(TASK DESCRIPTION) Only the number is wanted: state how many lines of the data below contain the word "nodes".

_ _ _ _ _

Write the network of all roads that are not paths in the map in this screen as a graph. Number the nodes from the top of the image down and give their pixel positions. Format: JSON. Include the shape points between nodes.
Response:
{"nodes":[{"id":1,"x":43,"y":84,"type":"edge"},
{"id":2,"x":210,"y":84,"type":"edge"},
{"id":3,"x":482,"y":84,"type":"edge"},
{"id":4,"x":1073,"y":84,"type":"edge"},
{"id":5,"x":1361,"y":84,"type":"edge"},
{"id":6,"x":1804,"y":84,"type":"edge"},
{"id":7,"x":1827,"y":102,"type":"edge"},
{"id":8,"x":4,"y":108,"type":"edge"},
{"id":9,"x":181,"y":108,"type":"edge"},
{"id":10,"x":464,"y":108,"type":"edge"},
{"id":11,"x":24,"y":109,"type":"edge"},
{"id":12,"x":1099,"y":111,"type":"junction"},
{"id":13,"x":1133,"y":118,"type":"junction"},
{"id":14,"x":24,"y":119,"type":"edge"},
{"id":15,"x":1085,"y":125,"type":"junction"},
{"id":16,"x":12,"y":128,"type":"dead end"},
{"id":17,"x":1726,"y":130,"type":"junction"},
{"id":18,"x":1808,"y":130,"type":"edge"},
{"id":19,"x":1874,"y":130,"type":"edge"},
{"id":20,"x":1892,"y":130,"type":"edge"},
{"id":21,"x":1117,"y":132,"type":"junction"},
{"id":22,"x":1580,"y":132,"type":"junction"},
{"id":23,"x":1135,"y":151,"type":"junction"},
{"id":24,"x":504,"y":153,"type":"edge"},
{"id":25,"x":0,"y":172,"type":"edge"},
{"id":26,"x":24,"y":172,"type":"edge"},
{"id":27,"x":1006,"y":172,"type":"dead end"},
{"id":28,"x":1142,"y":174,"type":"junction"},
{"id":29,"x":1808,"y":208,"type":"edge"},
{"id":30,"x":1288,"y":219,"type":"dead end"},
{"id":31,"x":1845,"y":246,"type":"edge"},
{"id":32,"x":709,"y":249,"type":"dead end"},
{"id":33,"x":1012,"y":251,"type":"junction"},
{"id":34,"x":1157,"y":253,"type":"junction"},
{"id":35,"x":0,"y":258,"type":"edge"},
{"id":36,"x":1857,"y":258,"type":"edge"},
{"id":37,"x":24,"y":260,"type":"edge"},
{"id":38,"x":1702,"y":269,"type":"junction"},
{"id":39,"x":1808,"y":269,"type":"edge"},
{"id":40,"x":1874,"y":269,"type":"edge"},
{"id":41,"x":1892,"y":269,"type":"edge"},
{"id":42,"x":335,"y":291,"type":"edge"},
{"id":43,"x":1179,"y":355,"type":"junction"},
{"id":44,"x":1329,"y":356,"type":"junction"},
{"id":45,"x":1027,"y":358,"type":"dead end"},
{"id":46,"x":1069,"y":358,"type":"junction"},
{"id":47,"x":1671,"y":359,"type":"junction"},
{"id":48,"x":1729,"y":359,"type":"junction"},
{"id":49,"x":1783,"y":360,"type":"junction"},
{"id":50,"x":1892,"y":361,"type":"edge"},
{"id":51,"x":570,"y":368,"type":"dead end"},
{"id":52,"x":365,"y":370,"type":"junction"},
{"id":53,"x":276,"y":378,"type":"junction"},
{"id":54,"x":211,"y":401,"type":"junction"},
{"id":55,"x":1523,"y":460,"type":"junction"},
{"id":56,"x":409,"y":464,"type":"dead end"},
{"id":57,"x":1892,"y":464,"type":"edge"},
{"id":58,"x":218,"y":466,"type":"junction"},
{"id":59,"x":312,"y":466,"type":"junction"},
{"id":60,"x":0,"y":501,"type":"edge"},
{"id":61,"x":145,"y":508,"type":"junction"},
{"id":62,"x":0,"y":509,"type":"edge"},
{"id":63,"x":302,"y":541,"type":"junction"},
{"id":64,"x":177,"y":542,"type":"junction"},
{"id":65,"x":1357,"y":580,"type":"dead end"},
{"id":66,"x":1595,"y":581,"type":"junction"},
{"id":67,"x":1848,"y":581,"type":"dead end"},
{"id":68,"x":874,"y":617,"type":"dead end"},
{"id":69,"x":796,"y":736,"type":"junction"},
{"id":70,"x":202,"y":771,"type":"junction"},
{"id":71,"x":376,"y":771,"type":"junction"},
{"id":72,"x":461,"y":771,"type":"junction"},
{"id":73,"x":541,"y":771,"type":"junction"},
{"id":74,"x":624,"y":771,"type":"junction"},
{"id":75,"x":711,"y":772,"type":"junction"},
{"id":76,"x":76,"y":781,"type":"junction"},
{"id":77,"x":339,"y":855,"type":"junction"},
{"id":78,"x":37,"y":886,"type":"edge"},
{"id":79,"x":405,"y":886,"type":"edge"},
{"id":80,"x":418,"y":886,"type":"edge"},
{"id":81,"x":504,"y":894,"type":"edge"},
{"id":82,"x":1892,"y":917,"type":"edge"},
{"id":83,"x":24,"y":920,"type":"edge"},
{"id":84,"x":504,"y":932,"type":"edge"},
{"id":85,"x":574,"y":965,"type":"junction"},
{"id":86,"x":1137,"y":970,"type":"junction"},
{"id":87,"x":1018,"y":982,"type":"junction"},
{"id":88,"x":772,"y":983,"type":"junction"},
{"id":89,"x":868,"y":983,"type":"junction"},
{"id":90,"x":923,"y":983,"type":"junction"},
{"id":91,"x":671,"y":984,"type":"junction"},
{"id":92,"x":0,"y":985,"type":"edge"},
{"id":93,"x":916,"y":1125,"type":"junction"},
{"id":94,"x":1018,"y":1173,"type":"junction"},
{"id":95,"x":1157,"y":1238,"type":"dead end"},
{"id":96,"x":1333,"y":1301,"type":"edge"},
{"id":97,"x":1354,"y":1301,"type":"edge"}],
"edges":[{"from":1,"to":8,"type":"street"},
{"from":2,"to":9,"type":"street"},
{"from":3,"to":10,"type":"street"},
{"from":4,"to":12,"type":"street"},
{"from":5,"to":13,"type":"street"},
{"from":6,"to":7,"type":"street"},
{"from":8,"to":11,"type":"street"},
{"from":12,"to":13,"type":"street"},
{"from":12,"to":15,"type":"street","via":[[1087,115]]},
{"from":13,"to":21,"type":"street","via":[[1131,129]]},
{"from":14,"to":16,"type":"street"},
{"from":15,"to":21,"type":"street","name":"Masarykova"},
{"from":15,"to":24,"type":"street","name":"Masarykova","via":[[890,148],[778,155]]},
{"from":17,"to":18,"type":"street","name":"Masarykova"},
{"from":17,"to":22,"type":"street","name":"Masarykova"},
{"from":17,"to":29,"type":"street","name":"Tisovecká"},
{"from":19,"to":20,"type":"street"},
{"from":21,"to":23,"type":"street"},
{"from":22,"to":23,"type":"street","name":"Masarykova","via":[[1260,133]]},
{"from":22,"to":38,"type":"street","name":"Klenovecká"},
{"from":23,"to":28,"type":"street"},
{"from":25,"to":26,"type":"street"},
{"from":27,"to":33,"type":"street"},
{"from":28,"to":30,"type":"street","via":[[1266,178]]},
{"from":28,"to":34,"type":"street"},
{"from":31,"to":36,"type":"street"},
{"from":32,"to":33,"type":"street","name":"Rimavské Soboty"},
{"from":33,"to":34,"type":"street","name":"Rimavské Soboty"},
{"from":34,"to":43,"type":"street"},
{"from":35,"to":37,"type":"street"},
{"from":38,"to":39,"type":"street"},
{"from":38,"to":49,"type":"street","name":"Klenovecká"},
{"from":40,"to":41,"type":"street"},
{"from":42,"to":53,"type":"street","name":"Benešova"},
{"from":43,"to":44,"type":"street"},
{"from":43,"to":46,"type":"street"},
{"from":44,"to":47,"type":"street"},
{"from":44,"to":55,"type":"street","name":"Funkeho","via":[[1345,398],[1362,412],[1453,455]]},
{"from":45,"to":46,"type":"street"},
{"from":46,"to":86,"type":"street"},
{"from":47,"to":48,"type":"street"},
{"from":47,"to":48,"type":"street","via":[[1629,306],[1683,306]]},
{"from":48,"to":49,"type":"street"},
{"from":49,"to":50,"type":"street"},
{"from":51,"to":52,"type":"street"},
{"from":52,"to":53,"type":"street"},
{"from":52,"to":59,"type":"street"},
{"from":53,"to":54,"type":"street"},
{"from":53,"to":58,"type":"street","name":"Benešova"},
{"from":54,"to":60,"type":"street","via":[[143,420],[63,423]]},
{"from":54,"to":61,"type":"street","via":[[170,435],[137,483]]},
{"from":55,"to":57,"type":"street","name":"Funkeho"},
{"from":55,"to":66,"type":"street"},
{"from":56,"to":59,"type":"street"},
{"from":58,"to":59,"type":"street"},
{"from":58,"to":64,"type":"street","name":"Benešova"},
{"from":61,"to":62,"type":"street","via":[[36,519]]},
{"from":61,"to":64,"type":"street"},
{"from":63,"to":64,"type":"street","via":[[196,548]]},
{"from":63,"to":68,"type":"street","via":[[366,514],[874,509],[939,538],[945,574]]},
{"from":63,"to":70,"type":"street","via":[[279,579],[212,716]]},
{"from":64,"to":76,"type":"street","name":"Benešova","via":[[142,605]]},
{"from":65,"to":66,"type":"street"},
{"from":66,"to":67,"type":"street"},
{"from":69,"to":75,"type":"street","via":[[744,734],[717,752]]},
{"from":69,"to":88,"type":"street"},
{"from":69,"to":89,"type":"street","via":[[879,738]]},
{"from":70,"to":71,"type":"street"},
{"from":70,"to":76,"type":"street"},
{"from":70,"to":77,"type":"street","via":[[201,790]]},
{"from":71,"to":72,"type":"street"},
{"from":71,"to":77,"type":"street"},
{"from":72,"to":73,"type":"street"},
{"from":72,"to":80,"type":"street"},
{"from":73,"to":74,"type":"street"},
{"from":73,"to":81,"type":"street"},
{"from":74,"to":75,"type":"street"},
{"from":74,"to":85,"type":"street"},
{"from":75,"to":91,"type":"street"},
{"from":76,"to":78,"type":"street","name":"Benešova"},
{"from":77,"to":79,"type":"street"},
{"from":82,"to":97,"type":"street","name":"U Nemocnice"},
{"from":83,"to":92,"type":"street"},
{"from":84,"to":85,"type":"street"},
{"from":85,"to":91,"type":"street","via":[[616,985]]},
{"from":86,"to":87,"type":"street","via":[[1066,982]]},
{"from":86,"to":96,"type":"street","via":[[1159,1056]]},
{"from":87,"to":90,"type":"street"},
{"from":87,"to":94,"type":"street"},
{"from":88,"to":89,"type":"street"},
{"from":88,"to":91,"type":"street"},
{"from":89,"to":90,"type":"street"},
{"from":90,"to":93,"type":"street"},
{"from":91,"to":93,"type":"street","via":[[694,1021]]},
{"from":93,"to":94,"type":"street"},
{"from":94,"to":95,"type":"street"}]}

_ _ _ _ _

(RESULT) 2